*What this task involves*. Look through the records below, and whenever a line contains "paths", copy it.

*Available records*.
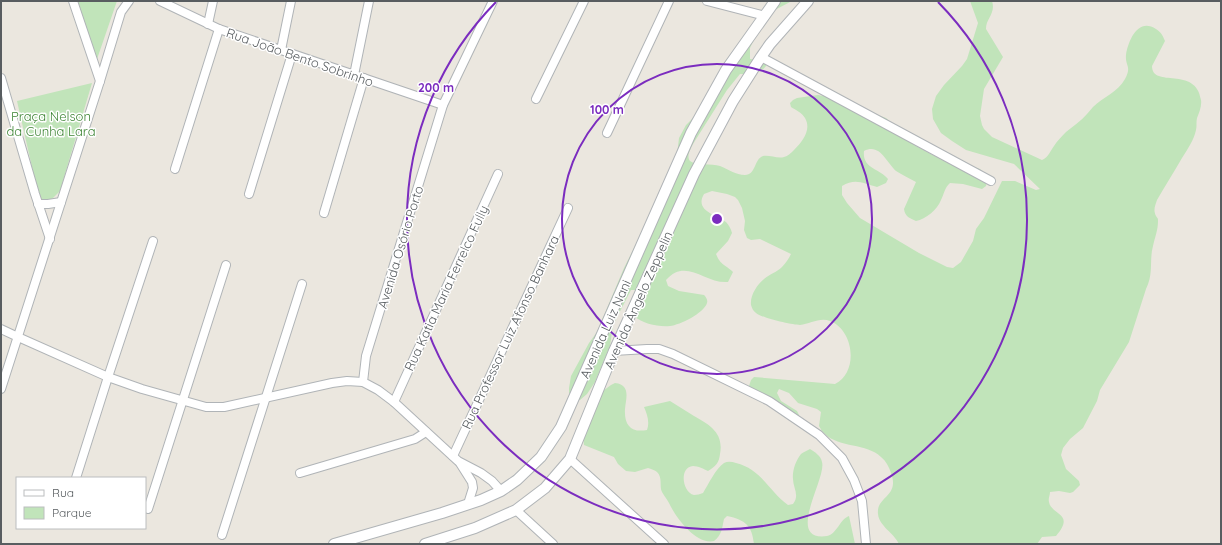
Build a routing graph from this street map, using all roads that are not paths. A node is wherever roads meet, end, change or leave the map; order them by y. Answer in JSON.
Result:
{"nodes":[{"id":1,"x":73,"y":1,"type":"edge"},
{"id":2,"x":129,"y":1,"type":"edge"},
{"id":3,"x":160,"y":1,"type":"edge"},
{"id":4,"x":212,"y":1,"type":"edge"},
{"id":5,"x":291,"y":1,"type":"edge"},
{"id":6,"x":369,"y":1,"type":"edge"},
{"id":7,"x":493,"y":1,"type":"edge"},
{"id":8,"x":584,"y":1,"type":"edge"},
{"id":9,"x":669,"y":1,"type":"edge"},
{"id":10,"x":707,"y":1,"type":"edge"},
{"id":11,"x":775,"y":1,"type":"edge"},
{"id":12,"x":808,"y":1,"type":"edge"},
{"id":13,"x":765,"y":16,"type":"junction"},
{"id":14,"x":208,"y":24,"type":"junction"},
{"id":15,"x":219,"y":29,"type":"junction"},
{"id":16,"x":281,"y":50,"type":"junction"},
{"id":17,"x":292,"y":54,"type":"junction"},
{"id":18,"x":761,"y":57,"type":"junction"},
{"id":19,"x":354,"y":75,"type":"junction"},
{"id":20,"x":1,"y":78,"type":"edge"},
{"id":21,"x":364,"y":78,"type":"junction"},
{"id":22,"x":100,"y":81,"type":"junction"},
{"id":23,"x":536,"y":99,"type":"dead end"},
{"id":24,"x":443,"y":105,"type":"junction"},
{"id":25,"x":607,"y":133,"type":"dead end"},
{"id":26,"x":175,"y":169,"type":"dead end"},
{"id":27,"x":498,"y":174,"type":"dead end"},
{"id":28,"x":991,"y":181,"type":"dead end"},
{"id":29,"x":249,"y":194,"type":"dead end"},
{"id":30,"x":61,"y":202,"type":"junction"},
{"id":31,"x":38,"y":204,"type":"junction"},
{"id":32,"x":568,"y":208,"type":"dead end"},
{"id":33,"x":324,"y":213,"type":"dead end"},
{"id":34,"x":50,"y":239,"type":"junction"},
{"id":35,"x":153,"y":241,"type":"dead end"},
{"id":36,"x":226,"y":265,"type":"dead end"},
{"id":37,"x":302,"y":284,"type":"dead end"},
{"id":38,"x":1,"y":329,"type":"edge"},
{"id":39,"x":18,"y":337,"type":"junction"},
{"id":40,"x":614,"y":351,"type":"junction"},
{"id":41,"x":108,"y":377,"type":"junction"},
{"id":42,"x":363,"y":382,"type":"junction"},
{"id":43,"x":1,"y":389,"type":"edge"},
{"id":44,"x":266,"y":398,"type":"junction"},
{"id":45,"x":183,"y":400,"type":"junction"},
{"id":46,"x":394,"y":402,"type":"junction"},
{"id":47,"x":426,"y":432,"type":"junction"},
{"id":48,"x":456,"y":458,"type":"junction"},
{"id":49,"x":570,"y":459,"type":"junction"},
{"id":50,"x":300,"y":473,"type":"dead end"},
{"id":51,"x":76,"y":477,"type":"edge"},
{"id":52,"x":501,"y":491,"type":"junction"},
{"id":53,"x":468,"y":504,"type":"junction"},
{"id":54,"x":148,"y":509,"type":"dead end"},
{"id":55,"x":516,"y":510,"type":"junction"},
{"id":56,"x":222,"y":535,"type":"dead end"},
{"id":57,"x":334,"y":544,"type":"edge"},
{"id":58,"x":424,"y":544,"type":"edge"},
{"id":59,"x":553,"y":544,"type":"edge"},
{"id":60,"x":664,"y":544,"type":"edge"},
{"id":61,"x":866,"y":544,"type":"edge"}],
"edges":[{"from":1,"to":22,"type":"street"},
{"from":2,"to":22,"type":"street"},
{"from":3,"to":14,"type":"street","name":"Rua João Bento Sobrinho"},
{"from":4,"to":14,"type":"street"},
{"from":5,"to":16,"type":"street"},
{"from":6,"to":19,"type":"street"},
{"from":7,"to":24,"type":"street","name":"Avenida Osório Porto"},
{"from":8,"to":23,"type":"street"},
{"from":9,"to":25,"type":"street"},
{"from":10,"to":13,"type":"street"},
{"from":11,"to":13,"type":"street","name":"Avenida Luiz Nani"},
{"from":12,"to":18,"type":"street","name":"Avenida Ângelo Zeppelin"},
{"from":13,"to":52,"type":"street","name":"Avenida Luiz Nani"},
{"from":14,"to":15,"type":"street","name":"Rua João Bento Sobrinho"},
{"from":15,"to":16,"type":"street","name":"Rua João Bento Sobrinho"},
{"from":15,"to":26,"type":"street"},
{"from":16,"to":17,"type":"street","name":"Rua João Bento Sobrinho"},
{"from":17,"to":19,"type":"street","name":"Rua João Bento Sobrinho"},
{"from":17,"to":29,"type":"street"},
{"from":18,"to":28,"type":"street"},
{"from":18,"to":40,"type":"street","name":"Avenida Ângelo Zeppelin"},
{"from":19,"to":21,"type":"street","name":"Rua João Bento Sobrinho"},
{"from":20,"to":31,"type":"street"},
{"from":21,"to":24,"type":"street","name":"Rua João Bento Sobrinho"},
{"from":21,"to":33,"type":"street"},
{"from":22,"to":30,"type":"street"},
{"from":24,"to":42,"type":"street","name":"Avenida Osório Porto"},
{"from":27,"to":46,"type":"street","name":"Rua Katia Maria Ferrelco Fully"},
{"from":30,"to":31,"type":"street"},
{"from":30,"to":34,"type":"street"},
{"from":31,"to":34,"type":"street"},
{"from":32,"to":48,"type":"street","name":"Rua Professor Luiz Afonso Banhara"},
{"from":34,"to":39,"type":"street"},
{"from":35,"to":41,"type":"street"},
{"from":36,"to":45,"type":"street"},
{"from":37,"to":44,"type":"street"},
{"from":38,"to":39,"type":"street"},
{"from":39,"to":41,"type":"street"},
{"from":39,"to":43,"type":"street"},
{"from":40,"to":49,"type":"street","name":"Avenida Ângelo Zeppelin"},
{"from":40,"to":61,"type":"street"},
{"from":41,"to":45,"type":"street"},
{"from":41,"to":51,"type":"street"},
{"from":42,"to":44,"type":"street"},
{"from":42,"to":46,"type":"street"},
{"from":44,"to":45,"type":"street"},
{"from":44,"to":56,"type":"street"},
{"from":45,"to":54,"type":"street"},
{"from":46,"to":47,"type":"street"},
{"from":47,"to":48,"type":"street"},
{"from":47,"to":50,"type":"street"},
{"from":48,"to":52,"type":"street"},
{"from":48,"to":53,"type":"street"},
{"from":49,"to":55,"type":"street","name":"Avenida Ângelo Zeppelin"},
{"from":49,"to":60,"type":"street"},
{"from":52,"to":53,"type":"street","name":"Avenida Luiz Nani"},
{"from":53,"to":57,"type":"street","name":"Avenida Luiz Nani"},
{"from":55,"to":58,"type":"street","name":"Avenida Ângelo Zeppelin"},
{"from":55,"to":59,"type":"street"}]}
...
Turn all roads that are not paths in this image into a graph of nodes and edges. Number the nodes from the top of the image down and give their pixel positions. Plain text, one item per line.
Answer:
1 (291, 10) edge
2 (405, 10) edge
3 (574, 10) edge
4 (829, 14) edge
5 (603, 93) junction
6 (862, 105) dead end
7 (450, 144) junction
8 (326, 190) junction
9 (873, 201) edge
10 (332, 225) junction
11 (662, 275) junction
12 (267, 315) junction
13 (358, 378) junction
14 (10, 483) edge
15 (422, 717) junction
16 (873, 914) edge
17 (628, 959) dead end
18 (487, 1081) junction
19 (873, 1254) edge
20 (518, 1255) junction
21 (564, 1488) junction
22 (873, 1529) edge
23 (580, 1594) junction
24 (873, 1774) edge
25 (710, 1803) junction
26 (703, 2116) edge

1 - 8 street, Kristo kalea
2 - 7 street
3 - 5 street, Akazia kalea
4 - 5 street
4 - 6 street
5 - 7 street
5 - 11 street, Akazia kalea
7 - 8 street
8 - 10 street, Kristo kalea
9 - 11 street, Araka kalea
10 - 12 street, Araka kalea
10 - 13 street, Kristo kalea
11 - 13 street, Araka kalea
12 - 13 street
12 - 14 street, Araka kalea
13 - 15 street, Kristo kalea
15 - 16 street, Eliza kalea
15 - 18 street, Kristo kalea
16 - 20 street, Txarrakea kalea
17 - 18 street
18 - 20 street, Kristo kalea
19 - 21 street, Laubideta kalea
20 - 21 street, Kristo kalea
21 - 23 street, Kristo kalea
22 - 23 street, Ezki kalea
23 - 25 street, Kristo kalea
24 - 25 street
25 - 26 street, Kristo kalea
...
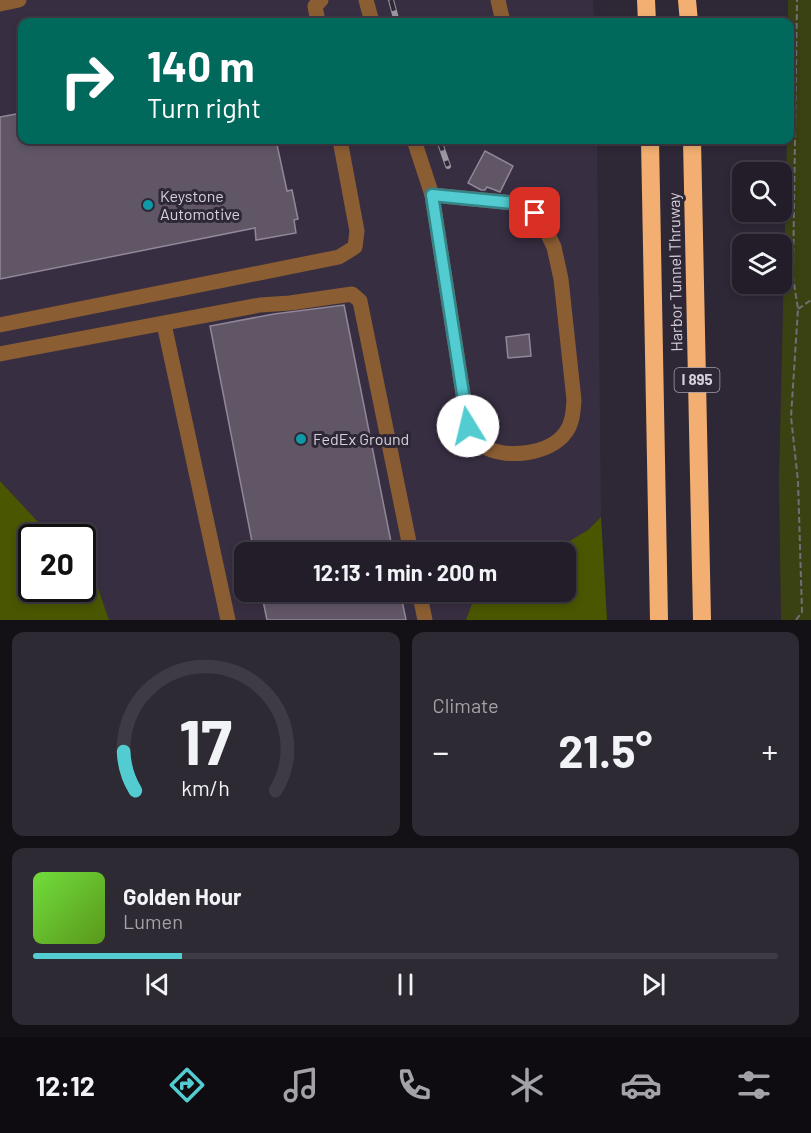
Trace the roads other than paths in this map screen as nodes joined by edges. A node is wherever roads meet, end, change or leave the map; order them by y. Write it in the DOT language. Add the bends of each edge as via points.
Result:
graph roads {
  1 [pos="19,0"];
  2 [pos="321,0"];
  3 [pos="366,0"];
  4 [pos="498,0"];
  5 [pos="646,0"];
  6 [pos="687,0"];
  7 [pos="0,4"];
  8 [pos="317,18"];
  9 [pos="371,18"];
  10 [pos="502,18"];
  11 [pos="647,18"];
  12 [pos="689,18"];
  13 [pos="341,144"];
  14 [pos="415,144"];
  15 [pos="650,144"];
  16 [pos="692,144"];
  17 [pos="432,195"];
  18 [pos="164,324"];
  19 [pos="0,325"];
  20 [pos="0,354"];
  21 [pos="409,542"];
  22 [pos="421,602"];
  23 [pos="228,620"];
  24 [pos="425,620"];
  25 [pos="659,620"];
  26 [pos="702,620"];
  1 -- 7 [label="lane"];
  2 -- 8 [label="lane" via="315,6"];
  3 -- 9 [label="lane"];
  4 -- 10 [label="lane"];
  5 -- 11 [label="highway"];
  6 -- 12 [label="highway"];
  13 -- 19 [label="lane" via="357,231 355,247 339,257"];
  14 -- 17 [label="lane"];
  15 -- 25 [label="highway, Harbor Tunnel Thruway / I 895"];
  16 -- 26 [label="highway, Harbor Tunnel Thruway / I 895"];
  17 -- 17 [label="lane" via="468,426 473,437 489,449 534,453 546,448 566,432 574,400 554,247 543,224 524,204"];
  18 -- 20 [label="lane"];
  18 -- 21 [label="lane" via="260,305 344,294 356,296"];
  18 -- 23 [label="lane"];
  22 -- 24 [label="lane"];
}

*Answer box*.
Build a routing graph from this street map, using all roads that are not paths. A node is wherever roads meet, end, change or leave the map; order them by y. Answer in JSON.
Turn all roads that are not paths in this image into a graph of nodes and edges. Number the nodes from the top of the image down and give their pixel positions. Plain text, one item per line.
Trace the roads other than paths in this map screen as nodes joined by edges. A node is wherever roads meet, end, change or leave the map; order them by y. Write it in the DOT language. Add the bends of each edge as via points.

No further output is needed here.